## [INSTRUCTIONS FOR THE TASK]
Take the entries below and print all of them exactly, please.

## [DATA TO PROCESS]

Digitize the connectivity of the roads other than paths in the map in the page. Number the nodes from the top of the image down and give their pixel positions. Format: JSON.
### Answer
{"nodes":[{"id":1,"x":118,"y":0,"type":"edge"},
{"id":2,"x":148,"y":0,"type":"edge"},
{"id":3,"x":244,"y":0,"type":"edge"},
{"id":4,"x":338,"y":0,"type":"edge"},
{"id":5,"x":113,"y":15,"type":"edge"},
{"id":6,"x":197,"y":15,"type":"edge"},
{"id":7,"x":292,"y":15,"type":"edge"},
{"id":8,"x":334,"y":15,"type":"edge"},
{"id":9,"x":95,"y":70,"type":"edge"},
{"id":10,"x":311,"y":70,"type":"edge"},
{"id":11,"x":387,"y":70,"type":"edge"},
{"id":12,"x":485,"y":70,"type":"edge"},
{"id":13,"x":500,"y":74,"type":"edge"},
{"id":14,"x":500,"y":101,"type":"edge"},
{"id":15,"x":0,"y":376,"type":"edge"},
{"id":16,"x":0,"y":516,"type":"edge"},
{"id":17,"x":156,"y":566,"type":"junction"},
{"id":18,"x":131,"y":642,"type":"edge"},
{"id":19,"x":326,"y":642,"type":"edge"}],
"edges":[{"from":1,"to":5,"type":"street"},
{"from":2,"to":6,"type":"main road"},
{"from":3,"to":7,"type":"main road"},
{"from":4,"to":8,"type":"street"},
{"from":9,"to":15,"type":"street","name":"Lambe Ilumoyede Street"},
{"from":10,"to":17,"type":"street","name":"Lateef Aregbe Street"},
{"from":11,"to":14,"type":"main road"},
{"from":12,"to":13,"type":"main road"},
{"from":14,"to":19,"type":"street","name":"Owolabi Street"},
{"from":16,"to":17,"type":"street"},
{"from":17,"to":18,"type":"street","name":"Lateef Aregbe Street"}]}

## [SOLUTION TO THIS PROBLEM]
Digitize the connectivity of the roads other than paths in the map in the page. Number the nodes from the top of the image down and give their pixel positions. Format: JSON.
### Answer
{"nodes":[{"id":1,"x":118,"y":0,"type":"edge"},
{"id":2,"x":148,"y":0,"type":"edge"},
{"id":3,"x":244,"y":0,"type":"edge"},
{"id":4,"x":338,"y":0,"type":"edge"},
{"id":5,"x":113,"y":15,"type":"edge"},
{"id":6,"x":197,"y":15,"type":"edge"},
{"id":7,"x":292,"y":15,"type":"edge"},
{"id":8,"x":334,"y":15,"type":"edge"},
{"id":9,"x":95,"y":70,"type":"edge"},
{"id":10,"x":311,"y":70,"type":"edge"},
{"id":11,"x":387,"y":70,"type":"edge"},
{"id":12,"x":485,"y":70,"type":"edge"},
{"id":13,"x":500,"y":74,"type":"edge"},
{"id":14,"x":500,"y":101,"type":"edge"},
{"id":15,"x":0,"y":376,"type":"edge"},
{"id":16,"x":0,"y":516,"type":"edge"},
{"id":17,"x":156,"y":566,"type":"junction"},
{"id":18,"x":131,"y":642,"type":"edge"},
{"id":19,"x":326,"y":642,"type":"edge"}],
"edges":[{"from":1,"to":5,"type":"street"},
{"from":2,"to":6,"type":"main road"},
{"from":3,"to":7,"type":"main road"},
{"from":4,"to":8,"type":"street"},
{"from":9,"to":15,"type":"street","name":"Lambe Ilumoyede Street"},
{"from":10,"to":17,"type":"street","name":"Lateef Aregbe Street"},
{"from":11,"to":14,"type":"main road"},
{"from":12,"to":13,"type":"main road"},
{"from":14,"to":19,"type":"street","name":"Owolabi Street"},
{"from":16,"to":17,"type":"street"},
{"from":17,"to":18,"type":"street","name":"Lateef Aregbe Street"}]}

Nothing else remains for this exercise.